Liberty’s Shami Chakrabarti called on the sector to organise a mass celebration in 2018 to mark 100 years since the Representation of the People Act. Photo: Graeme Robertson for the Guardian.

CAMD launched a national initiative in November 2015 to address the low number of women in Directorships across Australian museums.  Currently 21 twenty women from across Australia are undertaking the CAMD Executive Mentoring Program.

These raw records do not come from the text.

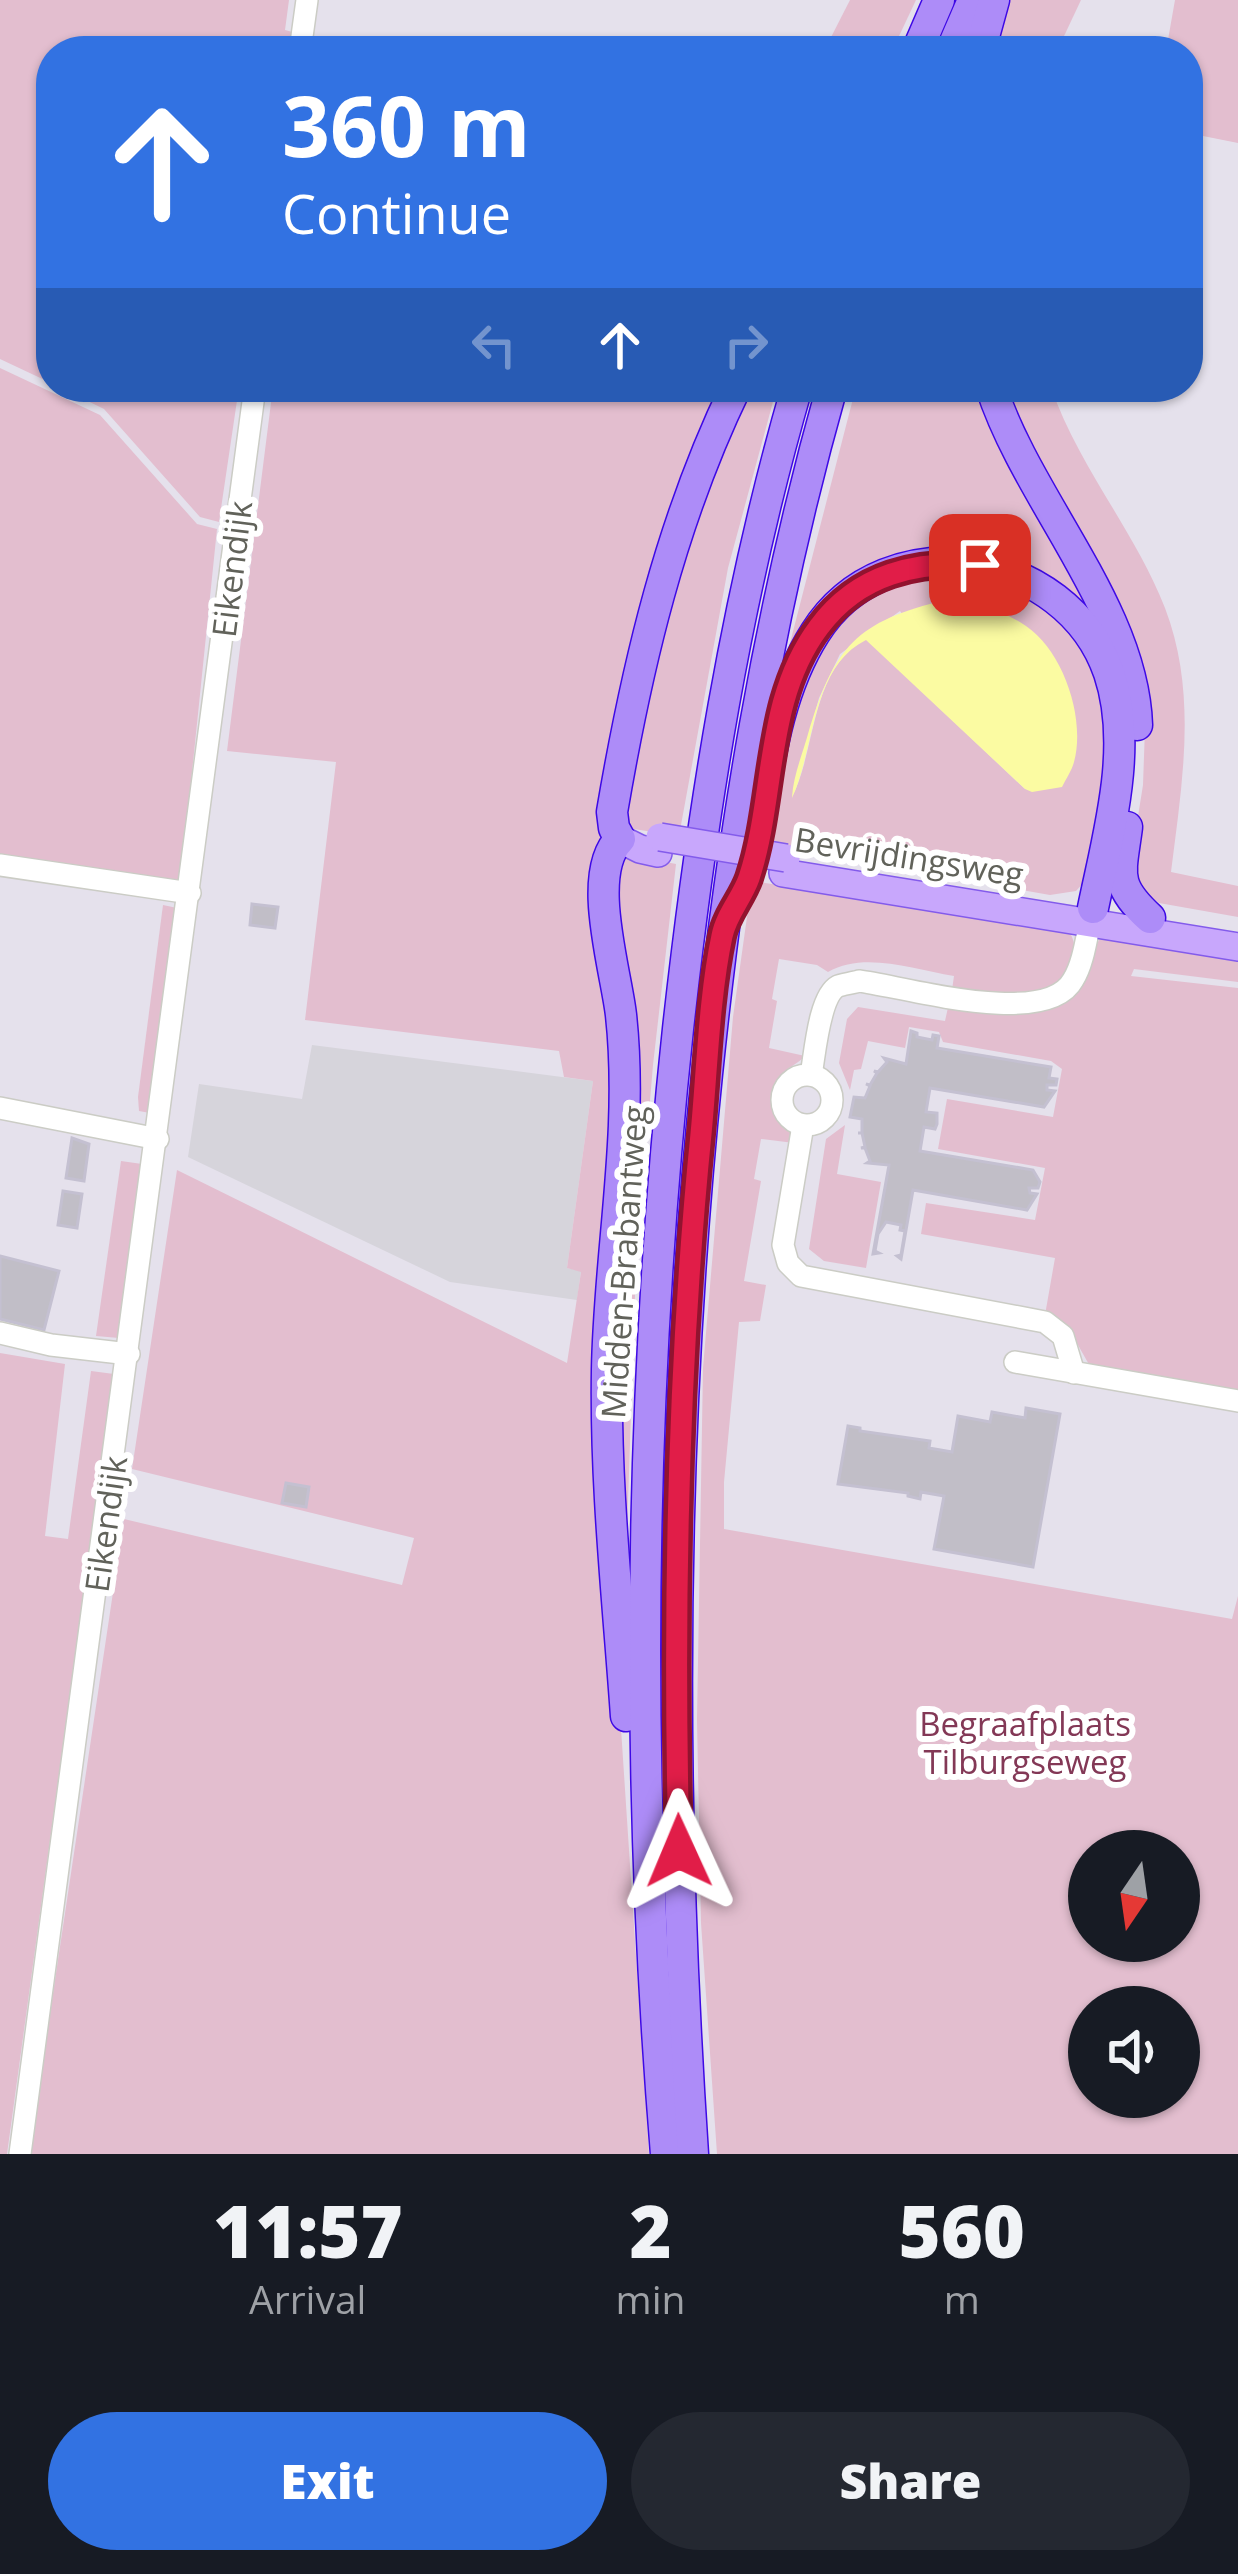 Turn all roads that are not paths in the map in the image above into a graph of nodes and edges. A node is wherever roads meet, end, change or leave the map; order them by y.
1 (307, 0) edge
2 (974, 0) edge
3 (994, 0) edge
4 (935, 8) edge
5 (302, 36) edge
6 (914, 36) edge
7 (923, 36) edge
8 (958, 36) edge
9 (984, 36) edge
10 (253, 402) edge
11 (729, 402) edge
12 (793, 402) edge
13 (828, 402) edge
14 (997, 402) edge
15 (620, 839) junction
16 (0, 865) edge
17 (190, 893) junction
18 (1091, 916) junction
19 (1150, 918) junction
20 (722, 932) junction
21 (1238, 932) edge
22 (1238, 947) edge
23 (811, 1075) junction
24 (0, 1108) edge
25 (803, 1125) junction
26 (158, 1139) junction
27 (0, 1333) edge
28 (129, 1354) junction
29 (1015, 1362) dead end
30 (1074, 1373) junction
31 (1238, 1402) edge
32 (649, 1901) junction
33 (20, 2154) edge
34 (666, 2154) edge
35 (693, 2154) edge

1 - 5 street
2 - 8 highway
3 - 9 highway
4 - 6 highway
4 - 7 highway
10 - 17 street, Eikendijk
11 - 15 highway
12 - 32 highway, Midden-Brabantweg
13 - 20 highway, Midden-Brabantweg
14 - 19 highway
15 - 18 main road, Bevrijdingsweg, bridge
15 - 32 highway
16 - 17 street
17 - 26 street, Eikendijk
18 - 19 main road, Bevrijdingsweg
18 - 20 highway
18 - 22 main road, Bevrijdingsweg
18 - 23 street
19 - 21 main road, Bevrijdingsweg
20 - 35 highway, Midden-Brabantweg
23 - 25 street
23 - 25 street
24 - 26 street
25 - 30 street
26 - 28 street, Eikendijk
27 - 28 street
28 - 33 street, Eikendijk
29 - 30 street
30 - 31 street
32 - 34 highway, Midden-Brabantweg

Yasmin Khan, Museums must dust off old ways and address gender equality in leadership, The Guardian, 1 April 2016

More than 130 museum professionals crammed into the Imperial War Museum’s auditorium recently to discuss power, patriarchy and gender politics in the sector. The event, entitled Space Invaders: Women Museum Leaders, looked to kickstart a public debate about the lack of gender equality in museum leadership.

Leading thinkers in this field who took part included Shami Chakrabarti, director of Liberty; Sharon Heal, Museums Association director; and Mark Carnall, collections manager at Oxford University Museum of Natural History.

There was robust discussion about glass ceilings, bottlenecks and glass elevators (not to mention those sticky floors). You can add to this mix the “glass cliff” where female CEOs are being hired to fill the riskiest jobs with the fastest turnover.

So how do we support diversity to, as our host Hilary Carty elegantly put it: “smash the triple-glazed glass pyramid?” Here are some key points from the day.

Get on board

What does a museum leader look like? Like me? You? If not, why not? Class continues to be a barrier for accessing these roles, which is being compounded by austerity. “Social cloning” (where employers recruit in their own image) takes place from the earliest stages of careers and boards perpetuate these cliques. As one participant observed: “Trustees will recruit blokes in suits because they are blokes in suits.”

In order to foster an inclusive organisational culture, change must be ingrained from the top. Museum trustees must start to embody as well as drive the business case for diversity and inclusion. More than 90% of delegates and Twitter poll voters agreed that boards should set measurable diversity targets.

Staff should also take unconscious bias tests, be aware of their cognitive dissonance and reflect on their prejudices, said Emma Green, diversity manager at Tate, during a discussion on inclusive leadership.